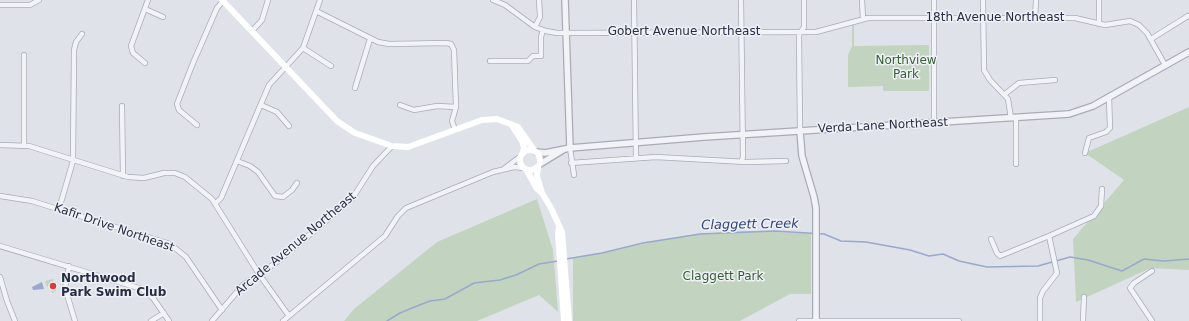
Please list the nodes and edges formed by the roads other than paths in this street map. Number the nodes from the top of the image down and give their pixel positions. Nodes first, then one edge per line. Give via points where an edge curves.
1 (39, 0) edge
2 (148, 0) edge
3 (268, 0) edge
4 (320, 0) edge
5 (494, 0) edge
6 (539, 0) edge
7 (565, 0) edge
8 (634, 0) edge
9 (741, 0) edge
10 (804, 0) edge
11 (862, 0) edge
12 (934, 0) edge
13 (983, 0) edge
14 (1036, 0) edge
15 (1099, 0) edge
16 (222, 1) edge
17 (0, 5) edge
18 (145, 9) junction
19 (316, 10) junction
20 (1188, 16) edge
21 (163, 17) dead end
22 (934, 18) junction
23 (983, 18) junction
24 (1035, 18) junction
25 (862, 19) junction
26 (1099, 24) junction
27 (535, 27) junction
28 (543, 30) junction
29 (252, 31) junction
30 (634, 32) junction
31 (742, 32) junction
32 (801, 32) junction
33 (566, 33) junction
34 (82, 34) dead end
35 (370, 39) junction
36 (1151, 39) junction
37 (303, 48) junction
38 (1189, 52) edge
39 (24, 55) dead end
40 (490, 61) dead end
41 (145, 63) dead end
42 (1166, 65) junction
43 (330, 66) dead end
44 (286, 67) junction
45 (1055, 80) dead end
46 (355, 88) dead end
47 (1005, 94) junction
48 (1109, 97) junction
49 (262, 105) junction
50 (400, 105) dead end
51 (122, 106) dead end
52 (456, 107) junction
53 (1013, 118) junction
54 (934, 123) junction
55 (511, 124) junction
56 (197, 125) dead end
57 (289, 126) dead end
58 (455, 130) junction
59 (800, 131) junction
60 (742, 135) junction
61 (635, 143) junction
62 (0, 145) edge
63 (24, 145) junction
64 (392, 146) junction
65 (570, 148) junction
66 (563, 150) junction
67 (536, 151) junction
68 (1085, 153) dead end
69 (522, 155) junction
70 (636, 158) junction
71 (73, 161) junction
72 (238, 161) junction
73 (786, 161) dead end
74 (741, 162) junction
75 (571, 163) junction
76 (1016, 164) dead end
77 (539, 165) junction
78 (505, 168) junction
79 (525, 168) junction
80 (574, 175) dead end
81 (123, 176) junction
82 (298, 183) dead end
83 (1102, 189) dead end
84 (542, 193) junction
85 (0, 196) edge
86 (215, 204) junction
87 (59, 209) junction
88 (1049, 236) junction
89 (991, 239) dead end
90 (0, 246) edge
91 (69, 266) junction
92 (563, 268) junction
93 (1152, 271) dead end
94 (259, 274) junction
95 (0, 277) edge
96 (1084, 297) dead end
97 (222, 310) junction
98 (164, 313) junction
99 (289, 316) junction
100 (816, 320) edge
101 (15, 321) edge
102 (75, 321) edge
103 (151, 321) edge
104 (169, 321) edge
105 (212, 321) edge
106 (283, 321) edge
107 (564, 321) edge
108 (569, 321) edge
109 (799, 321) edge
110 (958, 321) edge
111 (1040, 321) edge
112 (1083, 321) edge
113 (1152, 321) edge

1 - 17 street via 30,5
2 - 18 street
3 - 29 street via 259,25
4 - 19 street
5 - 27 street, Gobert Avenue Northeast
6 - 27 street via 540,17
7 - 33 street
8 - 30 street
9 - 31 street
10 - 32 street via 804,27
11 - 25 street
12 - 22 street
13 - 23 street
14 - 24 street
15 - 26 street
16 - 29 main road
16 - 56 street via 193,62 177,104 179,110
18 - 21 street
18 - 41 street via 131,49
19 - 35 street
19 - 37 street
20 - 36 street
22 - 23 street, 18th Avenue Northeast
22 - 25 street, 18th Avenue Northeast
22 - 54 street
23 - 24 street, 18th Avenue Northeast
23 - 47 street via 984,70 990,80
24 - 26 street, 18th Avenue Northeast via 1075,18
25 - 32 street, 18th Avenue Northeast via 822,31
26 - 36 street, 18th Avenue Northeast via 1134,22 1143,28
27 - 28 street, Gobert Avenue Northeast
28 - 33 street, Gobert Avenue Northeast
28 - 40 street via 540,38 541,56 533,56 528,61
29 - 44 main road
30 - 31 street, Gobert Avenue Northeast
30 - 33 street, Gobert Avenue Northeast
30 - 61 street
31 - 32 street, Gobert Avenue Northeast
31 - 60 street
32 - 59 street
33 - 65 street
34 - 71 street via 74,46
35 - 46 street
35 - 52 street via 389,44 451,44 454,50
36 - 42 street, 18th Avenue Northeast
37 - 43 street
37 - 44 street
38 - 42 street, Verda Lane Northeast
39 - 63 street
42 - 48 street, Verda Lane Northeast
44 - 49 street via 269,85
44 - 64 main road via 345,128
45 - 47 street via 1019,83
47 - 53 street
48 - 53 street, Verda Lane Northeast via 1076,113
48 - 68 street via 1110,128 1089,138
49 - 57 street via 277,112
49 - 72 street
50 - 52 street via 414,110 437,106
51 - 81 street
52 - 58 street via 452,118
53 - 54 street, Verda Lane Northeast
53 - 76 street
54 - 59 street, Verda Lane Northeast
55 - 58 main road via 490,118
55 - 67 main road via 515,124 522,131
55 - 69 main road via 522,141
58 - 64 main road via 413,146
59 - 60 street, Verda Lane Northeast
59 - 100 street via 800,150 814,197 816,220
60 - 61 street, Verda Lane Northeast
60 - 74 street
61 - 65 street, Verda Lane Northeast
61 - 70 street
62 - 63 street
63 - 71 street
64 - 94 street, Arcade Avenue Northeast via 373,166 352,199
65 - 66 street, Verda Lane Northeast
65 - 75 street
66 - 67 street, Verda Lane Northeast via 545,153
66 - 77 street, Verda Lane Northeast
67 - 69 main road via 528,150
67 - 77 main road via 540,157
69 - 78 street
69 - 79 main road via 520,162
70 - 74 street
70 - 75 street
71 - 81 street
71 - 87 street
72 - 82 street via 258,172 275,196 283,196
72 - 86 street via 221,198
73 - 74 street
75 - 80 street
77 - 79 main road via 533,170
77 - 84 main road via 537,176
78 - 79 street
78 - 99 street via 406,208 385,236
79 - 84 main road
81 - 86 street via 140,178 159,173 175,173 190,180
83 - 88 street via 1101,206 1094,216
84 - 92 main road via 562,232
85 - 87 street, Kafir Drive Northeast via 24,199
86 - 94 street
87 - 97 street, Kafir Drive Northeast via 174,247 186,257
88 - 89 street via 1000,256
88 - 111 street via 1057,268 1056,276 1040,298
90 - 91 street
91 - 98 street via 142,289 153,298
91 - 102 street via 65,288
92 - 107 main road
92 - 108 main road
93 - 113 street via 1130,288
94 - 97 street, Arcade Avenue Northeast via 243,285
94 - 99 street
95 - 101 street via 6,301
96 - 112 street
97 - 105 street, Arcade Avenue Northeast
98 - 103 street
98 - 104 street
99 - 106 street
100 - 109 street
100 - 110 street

▶ [Exercise] Throughout the material above, find each line with "Lane" and return it.

▶ [Completed exercise]
38 - 42 street, Verda Lane Northeast
42 - 48 street, Verda Lane Northeast
48 - 53 street, Verda Lane Northeast via 1076,113
53 - 54 street, Verda Lane Northeast
54 - 59 street, Verda Lane Northeast
59 - 60 street, Verda Lane Northeast
60 - 61 street, Verda Lane Northeast
61 - 65 street, Verda Lane Northeast
65 - 66 street, Verda Lane Northeast
66 - 67 street, Verda Lane Northeast via 545,153
66 - 77 street, Verda Lane Northeast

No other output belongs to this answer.